Similarly in Bator v. Hawaii, 39 F.3d 1021, 1029 (9th Cir. 1994), the court rejected a supervisor's argument that she was entitled to qualified immunity because she was not responsible for the alleged harassment. The Ninth Circuit observed that "[a] supervisor who has been apprised of unlawful harassment . . . should know that her failure to investigate and stop the harassment is itself unlawful." Id. The court acknowledged that in certain circumstances the contours of a supervisor's liability were uncertain. However, "[e]ven if the contours of a supervisor's responsibility are uncertain, complete inaction in the face of claimed harassment cannot be objectively reasonable conduct entitling a supervisor to qualified immunity." Id.. Recently, this court has expressed agreement with that principle.
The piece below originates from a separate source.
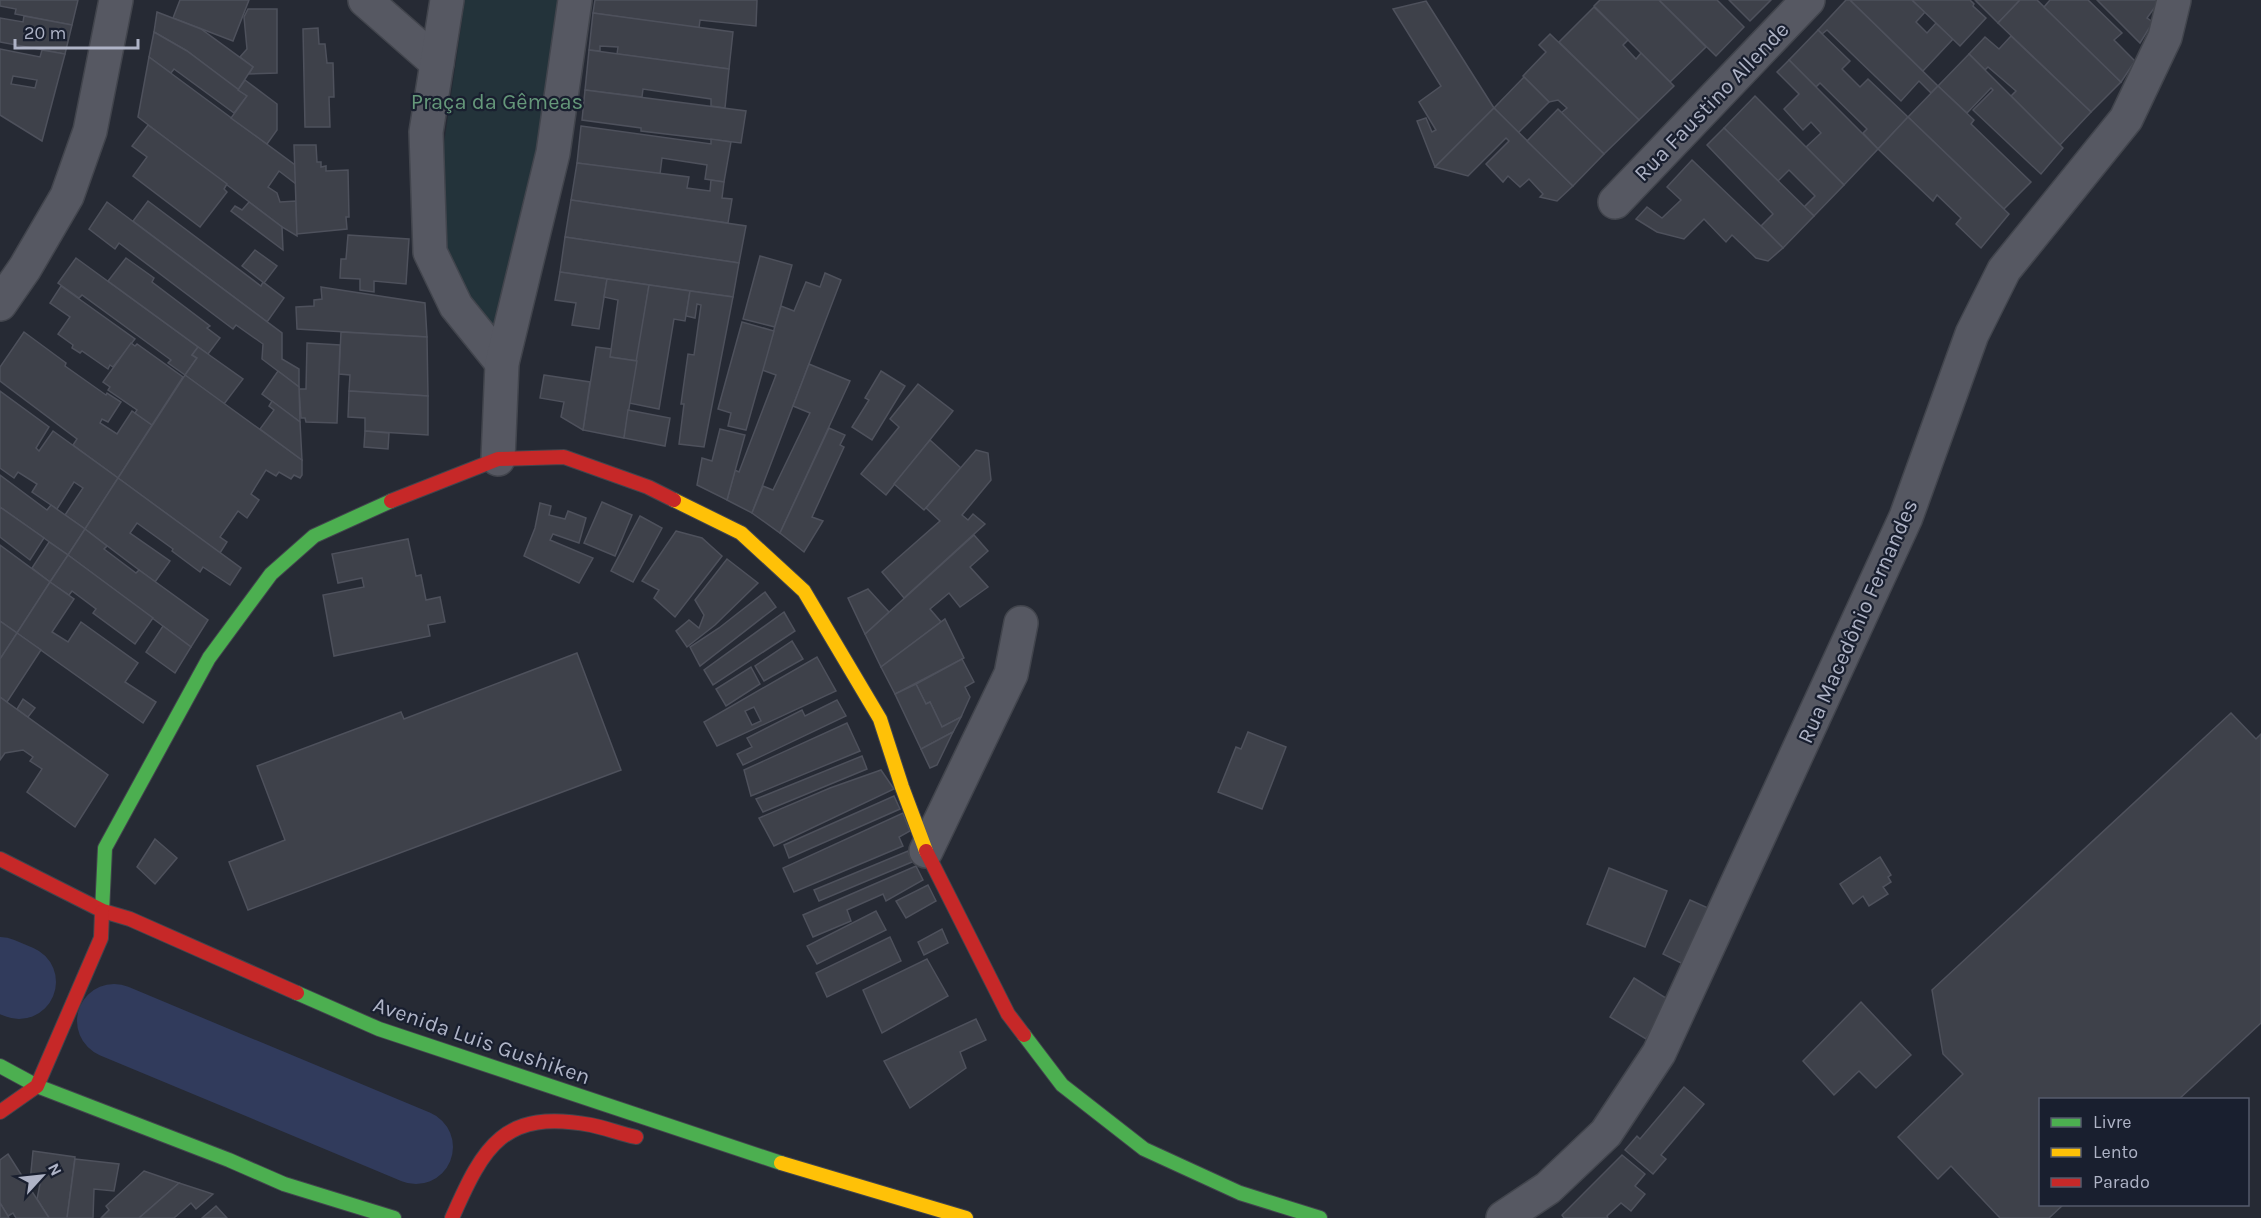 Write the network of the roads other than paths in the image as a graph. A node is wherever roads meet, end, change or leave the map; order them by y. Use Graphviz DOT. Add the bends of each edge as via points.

See Murrell, 186 F.3d at 1249-50 (concluding that the plaintiff stated a claim for supervisory liability for sexual harassment under § 1983 by alleging that the supervisors "knew about [the harassment] and acquiesced in that conduct by refusing to reasonably respond to it.").
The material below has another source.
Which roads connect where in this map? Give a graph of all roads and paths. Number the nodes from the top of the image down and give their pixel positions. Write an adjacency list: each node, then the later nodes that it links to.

Nevertheless, the uncontroverted facts in the record do not establish that this response was sufficient to defeat the claims for supervisory liability against Mr. Williamson. Although Mr. Williamson stated that he was not Mr. Martin's supervisor and argued that, as a result, his referral of the allegations against Martin to another employee was an appropriate response, the district court found that the "[p]laintiffs have created an issue of fact concerning the supervisory role that [Mr.] Williamson may have assumed in the discipline of employees through the testimony of others." App. of Garvin and Williamson, vol. III, at 1234. Mr. Williamson has not challenged this finding in this appeal.2 Moreover, Mr. Williamson has not explained how the responsibility for investigating sexual harassment allegations was allocated within the City government. Thus, we are unable to determine whether, on the one hand, Mr. Williamson's referral of the allegations to the head of Mr. Martin's department constituted an appropriate assignment to the official who was ultimately responsible for conducting an investigation and taking corrective action or whether, on the other hand, Mr. Williamson's referral and subsequent failure to take any additional action himself constituted an abdication of his responsibilities as the City's Personnel Director. Accordingly, viewing the record in the light most favorable to the plaintiffs, there is evidence from which a trier of fact could conclude that Mr Williamson "knew about [the harassment] and acquiesced in that conduct by refusing to reasonably respond to it." See Murrell, 186. Mr. Williamson is therefore not entitled to qualified immunity on the plaintiffs' claims against him.